TO DO
For the word "Valore", return each line of the data in which it occurs.

Stored items
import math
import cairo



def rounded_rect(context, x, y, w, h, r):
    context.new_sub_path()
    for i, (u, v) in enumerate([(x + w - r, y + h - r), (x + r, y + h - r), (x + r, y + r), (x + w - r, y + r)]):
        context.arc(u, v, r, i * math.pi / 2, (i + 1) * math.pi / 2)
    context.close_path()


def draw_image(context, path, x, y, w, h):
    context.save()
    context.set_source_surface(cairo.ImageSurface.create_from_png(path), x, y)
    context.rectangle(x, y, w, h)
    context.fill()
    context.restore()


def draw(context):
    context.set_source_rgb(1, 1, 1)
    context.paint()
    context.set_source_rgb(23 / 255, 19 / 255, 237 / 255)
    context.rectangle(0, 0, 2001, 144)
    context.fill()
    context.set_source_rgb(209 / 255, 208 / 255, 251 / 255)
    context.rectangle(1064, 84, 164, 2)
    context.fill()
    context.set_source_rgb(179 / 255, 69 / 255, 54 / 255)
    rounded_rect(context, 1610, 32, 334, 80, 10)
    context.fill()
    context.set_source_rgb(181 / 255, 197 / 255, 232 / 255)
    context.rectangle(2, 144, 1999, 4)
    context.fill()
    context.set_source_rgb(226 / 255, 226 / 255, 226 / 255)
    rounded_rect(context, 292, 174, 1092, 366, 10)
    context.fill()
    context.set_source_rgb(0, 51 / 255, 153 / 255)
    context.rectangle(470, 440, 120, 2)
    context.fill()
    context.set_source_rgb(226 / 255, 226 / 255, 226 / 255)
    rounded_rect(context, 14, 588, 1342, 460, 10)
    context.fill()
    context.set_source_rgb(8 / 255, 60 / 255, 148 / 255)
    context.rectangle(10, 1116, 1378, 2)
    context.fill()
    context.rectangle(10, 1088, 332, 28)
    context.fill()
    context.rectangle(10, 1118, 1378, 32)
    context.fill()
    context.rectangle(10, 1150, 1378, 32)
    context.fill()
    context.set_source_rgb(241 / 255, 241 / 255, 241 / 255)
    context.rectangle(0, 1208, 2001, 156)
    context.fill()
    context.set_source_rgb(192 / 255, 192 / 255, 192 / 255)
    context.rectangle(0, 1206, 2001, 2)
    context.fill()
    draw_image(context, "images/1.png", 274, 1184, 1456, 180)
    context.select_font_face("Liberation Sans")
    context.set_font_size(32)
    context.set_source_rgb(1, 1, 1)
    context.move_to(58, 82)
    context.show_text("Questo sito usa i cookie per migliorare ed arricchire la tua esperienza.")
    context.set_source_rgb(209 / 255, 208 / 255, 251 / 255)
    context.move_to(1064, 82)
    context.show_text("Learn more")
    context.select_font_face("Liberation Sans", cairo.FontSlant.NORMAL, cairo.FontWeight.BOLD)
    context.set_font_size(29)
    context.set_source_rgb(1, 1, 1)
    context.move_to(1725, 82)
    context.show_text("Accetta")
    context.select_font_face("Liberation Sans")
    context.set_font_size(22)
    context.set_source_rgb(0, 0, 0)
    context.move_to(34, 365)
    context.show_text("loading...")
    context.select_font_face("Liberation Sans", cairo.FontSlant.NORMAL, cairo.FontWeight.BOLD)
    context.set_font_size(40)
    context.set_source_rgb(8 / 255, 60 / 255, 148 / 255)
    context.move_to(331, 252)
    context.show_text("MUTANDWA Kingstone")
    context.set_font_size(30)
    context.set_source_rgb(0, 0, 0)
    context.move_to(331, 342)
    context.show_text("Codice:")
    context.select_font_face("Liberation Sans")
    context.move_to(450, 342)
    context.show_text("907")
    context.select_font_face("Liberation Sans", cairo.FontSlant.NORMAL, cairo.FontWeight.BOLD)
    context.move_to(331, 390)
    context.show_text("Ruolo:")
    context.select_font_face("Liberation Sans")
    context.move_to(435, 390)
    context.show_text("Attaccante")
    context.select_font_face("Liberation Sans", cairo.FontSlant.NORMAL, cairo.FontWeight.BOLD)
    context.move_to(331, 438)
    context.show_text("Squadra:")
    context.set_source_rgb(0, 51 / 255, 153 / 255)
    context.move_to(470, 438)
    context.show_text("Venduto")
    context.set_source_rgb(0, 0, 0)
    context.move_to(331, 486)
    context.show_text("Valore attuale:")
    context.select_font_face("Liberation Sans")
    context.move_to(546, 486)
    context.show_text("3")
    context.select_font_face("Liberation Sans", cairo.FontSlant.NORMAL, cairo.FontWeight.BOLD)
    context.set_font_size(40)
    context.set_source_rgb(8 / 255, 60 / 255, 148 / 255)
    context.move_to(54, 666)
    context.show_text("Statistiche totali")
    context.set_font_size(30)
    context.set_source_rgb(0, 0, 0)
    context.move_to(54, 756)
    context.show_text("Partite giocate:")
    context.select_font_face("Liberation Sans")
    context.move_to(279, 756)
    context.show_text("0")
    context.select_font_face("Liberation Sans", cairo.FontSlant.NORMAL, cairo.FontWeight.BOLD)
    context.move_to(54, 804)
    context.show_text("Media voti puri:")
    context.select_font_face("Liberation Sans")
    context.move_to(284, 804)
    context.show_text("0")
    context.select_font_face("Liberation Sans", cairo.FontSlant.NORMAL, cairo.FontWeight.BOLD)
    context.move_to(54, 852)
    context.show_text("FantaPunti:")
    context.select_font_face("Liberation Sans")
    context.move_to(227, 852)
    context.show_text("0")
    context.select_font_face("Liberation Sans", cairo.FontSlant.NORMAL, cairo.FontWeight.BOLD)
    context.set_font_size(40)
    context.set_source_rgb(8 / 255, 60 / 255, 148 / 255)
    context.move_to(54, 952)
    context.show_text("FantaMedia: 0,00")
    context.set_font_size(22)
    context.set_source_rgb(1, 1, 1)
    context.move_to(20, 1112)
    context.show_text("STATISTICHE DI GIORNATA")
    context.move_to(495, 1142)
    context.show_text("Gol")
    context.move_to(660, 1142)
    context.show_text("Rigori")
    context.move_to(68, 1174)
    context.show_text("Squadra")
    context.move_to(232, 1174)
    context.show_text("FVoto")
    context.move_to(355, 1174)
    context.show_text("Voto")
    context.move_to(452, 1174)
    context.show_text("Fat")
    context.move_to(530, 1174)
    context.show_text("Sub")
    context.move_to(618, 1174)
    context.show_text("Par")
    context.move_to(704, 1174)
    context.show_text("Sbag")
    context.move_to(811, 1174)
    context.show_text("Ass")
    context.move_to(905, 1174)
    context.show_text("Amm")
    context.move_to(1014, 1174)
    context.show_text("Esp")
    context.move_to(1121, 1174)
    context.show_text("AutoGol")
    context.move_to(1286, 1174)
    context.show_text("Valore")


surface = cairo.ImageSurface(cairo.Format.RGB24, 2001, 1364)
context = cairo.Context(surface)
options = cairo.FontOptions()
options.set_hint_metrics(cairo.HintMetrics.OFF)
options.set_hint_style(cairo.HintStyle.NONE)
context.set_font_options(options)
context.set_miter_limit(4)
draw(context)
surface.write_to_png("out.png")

WRITTEN ANSWER
    context.show_text("Valore attuale:")
    context.show_text("Valore")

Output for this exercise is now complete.